Day 2 of Microsoft hearing

At the Microsoft hearing, the Grand Chamber of the Court of First Instance today cross-examined lawyers of both parties, putting to them critical questions based on their testimonies given yesterday. Questioning was led by Irish judge John D. Cooke, who will write the court's draft judgment.

Mr. Cooke said today that one of the main issues the court would examine was whether Microsoft had bundled the media software into the Windows operating system as part of a deliberate market strategy.

He therefore began today’s hearing by questioning Microsoft on this point, asking whether Windows Media Player should be defined as part of the Windows operating system or as a separate application. Microsoft Senior Vice President
Will Poole managed to arouse some laughter from the judges when replying that if Microsoft would today define Windows applications, it would do so differently.

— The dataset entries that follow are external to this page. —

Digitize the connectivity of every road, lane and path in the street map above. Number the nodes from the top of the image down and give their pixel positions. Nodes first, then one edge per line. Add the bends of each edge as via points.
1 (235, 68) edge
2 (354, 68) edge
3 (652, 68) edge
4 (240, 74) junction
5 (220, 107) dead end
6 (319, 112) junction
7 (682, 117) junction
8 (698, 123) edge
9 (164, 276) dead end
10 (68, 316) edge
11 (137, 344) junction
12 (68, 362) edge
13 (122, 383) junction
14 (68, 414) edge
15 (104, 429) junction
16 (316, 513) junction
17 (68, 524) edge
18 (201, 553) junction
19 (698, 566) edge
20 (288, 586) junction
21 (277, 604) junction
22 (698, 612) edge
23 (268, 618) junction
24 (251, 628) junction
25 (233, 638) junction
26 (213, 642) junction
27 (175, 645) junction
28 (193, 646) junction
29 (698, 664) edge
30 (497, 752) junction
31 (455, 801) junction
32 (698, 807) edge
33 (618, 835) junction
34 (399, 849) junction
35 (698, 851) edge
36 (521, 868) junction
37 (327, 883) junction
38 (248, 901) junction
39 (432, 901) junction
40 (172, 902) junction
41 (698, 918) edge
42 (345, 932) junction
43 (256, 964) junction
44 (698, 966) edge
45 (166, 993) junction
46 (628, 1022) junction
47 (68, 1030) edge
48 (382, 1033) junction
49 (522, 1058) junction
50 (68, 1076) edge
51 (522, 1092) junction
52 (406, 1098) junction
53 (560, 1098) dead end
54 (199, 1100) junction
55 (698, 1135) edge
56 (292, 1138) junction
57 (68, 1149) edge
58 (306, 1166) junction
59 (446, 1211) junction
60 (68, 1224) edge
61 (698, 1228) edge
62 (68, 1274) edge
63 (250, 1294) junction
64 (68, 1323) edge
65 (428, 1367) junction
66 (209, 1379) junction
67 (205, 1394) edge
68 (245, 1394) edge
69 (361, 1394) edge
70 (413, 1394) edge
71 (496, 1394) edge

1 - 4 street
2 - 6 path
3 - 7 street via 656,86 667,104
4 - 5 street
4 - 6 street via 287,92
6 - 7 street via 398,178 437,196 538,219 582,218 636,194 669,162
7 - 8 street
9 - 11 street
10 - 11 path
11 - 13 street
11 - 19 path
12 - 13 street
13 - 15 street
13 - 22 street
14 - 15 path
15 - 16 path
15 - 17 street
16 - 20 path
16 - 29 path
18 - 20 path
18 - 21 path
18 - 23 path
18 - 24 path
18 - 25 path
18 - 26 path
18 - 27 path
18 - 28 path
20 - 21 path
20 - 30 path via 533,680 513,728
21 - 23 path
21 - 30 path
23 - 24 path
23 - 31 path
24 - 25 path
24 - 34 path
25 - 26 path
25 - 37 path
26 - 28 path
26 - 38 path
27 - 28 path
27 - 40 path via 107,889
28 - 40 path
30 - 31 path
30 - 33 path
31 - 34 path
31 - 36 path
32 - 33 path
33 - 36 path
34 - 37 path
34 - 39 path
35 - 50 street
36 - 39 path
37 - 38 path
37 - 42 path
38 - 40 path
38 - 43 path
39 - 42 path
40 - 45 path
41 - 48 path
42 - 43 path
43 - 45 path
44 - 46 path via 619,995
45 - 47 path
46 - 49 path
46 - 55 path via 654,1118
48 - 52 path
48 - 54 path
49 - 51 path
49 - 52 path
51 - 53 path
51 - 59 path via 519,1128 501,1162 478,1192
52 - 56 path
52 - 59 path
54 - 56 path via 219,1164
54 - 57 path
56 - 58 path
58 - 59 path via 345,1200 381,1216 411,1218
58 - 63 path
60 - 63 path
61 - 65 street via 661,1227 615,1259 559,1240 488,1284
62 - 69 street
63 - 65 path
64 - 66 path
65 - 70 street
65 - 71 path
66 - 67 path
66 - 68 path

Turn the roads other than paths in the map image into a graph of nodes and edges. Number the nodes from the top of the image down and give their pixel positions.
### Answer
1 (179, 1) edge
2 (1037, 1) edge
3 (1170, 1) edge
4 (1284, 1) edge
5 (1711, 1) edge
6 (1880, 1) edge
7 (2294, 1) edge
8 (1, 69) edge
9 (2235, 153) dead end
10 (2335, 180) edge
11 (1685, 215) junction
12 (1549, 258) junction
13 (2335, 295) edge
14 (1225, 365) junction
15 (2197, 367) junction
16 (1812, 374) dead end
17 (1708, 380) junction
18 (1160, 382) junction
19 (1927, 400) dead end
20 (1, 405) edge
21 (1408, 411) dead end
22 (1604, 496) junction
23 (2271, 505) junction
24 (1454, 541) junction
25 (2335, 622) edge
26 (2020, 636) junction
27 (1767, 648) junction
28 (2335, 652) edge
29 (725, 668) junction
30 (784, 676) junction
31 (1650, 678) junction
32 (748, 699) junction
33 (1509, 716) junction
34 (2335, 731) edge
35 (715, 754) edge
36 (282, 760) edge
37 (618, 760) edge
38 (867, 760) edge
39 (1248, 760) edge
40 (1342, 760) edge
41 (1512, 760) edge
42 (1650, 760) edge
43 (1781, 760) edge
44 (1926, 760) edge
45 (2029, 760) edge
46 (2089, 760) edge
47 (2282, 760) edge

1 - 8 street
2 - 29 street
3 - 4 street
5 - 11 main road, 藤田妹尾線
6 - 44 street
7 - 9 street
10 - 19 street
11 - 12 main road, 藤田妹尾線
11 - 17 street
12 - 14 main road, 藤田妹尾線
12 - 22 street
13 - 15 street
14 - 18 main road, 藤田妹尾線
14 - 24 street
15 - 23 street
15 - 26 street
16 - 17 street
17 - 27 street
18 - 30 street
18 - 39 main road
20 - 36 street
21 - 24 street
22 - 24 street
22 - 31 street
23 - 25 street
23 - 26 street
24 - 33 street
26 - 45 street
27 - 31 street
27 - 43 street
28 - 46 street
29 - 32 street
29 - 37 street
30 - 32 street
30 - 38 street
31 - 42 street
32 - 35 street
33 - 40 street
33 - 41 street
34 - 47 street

But Mr. Cooke also posed some critical questions to the Commission’s lawyer Per Hellstrom, questioning the Commission’s claim that Microsoft's action was abusive. Mr Hellstrom had to admit that the decision of the Commission had had no real impact. As mentioned yesterday, not one PC manufacturer decided to manufacture a Personal Computer with the Windows XP Edition N installed. PC’s with Windows pre-installed count for some 90% of Microsoft’s Windows sales.